Métier: opératrice de chargeuse

Lily Gallant, opératrice de chargeuse chez Chantiers Chibougamau

Lily Gallant, opératrice de chargeuse chez Chantiers Chibougamau. Photo: Clairandrée Cauchy

Faire sa place parmi les hommes

Il aura fallu 20 ans à Lily Gallant pour se débarrasser du double standard qui l’incitait à vouloir être parfaite dans son travail chez Chantiers Chibougamau, où on fabrique du bois d’ingénierie.

Elle était la sixième femme à entrer au moulin, membre de la section locale 8644 du Syndicat des Métallos, il y a de cela 17 ans. Aujourd’hui, elle travaille à l’extérieur dans la cour à bois, parfois par grands froids, pour opérer la chargeuse. Elle prend les longs billots de bois et les achemine vers un poste de travail où ils sont coupés en morceaux de neuf pieds.

«Je suis guérie de ma maladie de ne jamais vouloir demander de l’aide. Ça m’aura pris 20 ans. Il a fallu que j’accepte que ça puisse m’arriver d’avoir besoin d’aide, tout comme les collègues hommes. Aujourd’hui, je sais bien qu’une femme est capable de faire le même ouvrage. Je suis fière de ce que je fais», explique la fonceuse d’une voix douce.

Pendant plusieurs années, elle a trouvé cela difficile de faire sa place, même si elle a toujours adoré ce qu’elle faisait. «Une femme, il faut qu’elle donne plus de rendement pour être l’égale de l’homme. Il faut qu’on fasse moins d’erreurs. C’est comme si on se sentait jugée et qu’on voulait toujours donner notre 110%», affirme la travailleuse issue d’une famille de 5 filles, «toutes manuelles».

Il faut dire qu’à son arrivée chez Chantiers Chibougamau, au moulin de sciage, plusieurs opérations demandaient une force physique importante. «Il fallait manier les billots rapidement.
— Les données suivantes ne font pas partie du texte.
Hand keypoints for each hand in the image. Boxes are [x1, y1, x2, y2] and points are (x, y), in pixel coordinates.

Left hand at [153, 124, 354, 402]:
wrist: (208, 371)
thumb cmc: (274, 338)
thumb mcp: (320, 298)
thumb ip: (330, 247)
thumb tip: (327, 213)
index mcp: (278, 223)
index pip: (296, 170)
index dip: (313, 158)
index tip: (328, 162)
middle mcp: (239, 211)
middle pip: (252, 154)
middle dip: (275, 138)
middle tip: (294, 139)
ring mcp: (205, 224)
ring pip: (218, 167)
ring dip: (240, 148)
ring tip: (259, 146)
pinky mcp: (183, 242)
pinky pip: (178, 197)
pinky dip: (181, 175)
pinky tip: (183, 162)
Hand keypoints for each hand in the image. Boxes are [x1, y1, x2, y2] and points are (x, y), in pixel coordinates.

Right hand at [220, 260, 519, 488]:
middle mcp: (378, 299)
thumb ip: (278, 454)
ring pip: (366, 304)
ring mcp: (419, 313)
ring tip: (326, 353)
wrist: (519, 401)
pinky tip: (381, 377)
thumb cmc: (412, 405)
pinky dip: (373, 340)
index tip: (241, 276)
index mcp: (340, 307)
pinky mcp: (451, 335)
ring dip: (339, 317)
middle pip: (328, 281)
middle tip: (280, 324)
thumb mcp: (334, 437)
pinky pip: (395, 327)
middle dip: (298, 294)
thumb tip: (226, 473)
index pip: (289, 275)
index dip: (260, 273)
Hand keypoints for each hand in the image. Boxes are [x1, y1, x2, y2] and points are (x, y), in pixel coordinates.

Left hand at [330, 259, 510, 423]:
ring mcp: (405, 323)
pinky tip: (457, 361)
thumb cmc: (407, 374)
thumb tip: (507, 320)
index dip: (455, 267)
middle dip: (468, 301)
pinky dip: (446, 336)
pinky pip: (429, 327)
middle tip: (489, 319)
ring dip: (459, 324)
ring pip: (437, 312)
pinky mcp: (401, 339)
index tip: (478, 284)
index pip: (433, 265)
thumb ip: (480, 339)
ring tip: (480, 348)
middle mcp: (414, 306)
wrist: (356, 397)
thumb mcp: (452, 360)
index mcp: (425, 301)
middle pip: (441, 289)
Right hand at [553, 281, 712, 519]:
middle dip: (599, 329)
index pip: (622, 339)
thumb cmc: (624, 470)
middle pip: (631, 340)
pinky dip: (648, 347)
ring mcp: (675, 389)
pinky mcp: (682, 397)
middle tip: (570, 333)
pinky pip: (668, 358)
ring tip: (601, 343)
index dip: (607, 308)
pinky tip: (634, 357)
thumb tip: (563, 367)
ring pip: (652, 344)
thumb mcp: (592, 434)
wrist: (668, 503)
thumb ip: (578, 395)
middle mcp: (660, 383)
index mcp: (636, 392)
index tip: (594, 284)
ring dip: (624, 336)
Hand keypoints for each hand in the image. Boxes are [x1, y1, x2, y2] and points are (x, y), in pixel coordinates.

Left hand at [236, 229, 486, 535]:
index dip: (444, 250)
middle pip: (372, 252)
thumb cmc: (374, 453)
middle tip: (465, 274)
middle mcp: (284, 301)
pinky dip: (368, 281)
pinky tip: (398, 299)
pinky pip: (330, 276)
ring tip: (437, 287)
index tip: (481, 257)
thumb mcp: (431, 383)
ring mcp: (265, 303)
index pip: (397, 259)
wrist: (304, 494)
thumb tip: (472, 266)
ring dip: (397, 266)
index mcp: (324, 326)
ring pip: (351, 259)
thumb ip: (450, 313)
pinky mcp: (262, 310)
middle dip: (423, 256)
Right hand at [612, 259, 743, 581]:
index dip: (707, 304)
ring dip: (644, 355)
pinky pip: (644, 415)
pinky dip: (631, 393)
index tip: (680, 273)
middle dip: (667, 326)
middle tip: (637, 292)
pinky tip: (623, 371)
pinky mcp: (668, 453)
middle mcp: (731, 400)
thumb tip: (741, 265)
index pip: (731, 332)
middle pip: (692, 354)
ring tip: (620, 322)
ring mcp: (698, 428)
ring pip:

Quand la machine venait chercher le paquet de bois, il fallait soulever le bois. C’était très dur. Il y a moins d’opérations physiques comme ça aujourd’hui. Même que nous, les femmes, avons la réputation d’être plus délicates pour manier les machines.»

Travailler dans un milieu traditionnellement masculin

S’exprimant d’une voix toute douce, arborant un discret maquillage, elle est fière d’avoir fait sa place tout en restant elle-même. «J’aime travailler dans un milieu d’hommes et être féminine. Je suis capable d’être les deux, je suis les deux!», s’exclame Lily, qui porte ses gros bas de laine pour travailler dehors.

Le chemin semble mieux tracé pour les femmes qui arrivent aujourd’hui, croit la travailleuse. Une quarantaine de femmes travaillent maintenant à l’usine qui compte 330 personnes syndiquées. «Les jeunes qui entrent acceptent plus la présence des femmes», constate-t-elle. Cela ne l’empêche pas de faire preuve d’une certaine réserve dans ses échanges avec ses collègues, abordant avec prudence le sujet des relations hommes-femmes.

Fière de sa région

La quinquagénaire rêve aujourd’hui de voir la région de Chibougamau-Chapais retrouver sa vigueur économique d’antan. «J’aimerais que ça redevienne comme avant, avec plus de monde, que ce soit plus vivant. Je suis fière de ma place, j’ai toujours pu travailler ici, gagner ma vie», conclut Lily, originaire de Dolbeau-Mistassini au Lac-Saint-Jean.

Elle salue l’action de son syndicat pour la création et la préservation des emplois. «La compagnie et le syndicat s’entendent bien. Je suis fière de voir que mon syndicat est capable de communiquer et aussi de foncer quand c’est le temps. C’est pas juste de la confrontation, ça me plaît», observe Lily, dont la section locale vient de conclure un contrat de six ans en juin dernier.

Photos: Clairandrée Cauchy

Chronique métier, Monde ouvrier, no 117 (septembre-octobre 2016), page 4.